RA: I do see feminism and gay rights work as part of a larger progressive agenda, both within the Jewish community and in the world at large. I have always understood feminism as being about more than just equal rights for women. Feminism opened my eyes so I realized that if you make life better for women, you make life better for everybody. Social justice is the grounding for the movement. Coming out of Reform Judaism, I believed social justice was the main way we Jews could make a contribution.

 

Zeek: How do you see social justice and spirituality connected within Judaism?

 

RA: I am very moved by Arthur Waskow's vision linking social justice to spirituality. That connection has not been the main impetus for me. The older I've gotten the more secular I've become, but I really see the importance of people seeing that there is a religious vision for social justice. There are so many people in the Jewish world today for whom spirituality is the center of their Jewishness: it's great when they make that connection to social justice.

 

Zeek: In your book, you frame Judaism as a kinship network as well as a spiritual source of faith. One element we lack in contemporary America is strong community, and you need strong community for justice work.

 

RA: I'm with you 100%. We see ourselves as Jews, fundamentally, as both a cultural network and a religious community. They are intertwined. That understanding that Jewishness is not only about spirituality throws people sometimes. People are surprised that religious people don't think you are any less a Jew because you are not spiritual. I am a post-Zionist, but I am always deeply moved by the Israeli world, the way they need to deal with the secular-religious connection. For instance being gay in secular Israel – as long as you are not in the chareidi camp – people say 'they are our brothers because they are Jews, they deserve rights.' Of course, it's a problem if our community is limited only to Jews.

 

Zeek: If the social justice impetus comes from Judaism as an ethnic tradition, why not just do social justice work from a purely secular position, or from another community that one is part of-for example, you talk about African-American Jews, Arab Jews. If you are a Jew with that kind of dual community, why not do social justice from an African-American position as opposed to a Jewish one?

 

RA: I guess it's the "as opposed to" that I don't agree with. People find a place from which they do their work. I don't think one place is better than another. I am a Reconstructionist Jew, which means I don't believe Jews are the chosen people. Every group has something to contribute.
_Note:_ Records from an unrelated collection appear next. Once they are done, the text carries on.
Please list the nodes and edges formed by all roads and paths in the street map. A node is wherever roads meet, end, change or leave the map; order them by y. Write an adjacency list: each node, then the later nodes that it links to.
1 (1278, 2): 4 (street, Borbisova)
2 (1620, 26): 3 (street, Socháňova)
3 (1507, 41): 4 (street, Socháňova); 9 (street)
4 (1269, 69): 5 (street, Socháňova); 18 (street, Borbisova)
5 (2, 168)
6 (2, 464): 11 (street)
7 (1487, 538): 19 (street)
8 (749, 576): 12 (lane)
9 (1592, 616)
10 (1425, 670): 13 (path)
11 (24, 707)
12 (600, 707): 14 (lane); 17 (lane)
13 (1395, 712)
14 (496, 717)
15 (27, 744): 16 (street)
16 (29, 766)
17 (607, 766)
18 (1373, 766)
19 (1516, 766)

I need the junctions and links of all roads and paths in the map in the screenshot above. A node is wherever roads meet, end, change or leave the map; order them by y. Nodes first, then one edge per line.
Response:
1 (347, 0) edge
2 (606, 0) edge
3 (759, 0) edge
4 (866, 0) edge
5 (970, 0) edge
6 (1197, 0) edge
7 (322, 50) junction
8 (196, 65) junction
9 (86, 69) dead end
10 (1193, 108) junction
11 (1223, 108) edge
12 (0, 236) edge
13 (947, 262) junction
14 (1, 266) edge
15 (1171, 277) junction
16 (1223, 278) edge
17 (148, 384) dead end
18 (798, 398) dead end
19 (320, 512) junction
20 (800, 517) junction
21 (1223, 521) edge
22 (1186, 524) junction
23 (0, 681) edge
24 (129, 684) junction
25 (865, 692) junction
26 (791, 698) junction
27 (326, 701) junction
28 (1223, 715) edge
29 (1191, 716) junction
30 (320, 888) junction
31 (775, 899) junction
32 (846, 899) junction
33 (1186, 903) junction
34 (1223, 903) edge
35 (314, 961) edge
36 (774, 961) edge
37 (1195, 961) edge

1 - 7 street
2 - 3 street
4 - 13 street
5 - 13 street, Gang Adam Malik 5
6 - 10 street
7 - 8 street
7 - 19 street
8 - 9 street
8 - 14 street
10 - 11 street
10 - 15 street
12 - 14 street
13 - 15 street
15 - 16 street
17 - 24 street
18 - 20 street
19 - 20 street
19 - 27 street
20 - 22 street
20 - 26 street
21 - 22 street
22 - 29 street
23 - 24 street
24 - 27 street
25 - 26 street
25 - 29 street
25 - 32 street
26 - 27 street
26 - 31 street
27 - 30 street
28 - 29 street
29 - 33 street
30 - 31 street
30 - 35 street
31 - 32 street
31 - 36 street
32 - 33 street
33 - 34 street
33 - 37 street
If doing the work from the Jewish perspective is meaningful, then great. If doing it from a different perspective is meaningful, then great. The connections are more important to me than the divisions.

 

Zeek: I can hear people saying, "Oy vey! This rabbi is saying we don't have to believe in God and we don't have to be Jewish just because Judaism is better, so why bother? Why bother learning Torah? It's too difficult! Why would anyone be Jewish! This will kill Judaism!" You must get this sometimes.

 

RA: I wish I was so powerful, that I singlehandedly could kill Judaism. I would have to be a bit careful about what I ever said to anybody.

 

Zeek: (laughs)

 

RA: Seriously, I don't do this because I believe in God or because it's the best way, but because it's my way. I see great wisdom and beauty and truth in Judaism. If I didn't find Judaism a tremendous source of wonderful ideas I wouldn't be a rabbi. I think Judaism holds up to rational scrutiny. It holds up to my questions. I feel I am in the tradition of Abraham arguing with God. You know, God in the Bible does not get along so well with the Jewish people, and the Jews didn't get along so well with God. There is always an argument, always questioning. That is the most wonderful part of the Judaism I grew up with.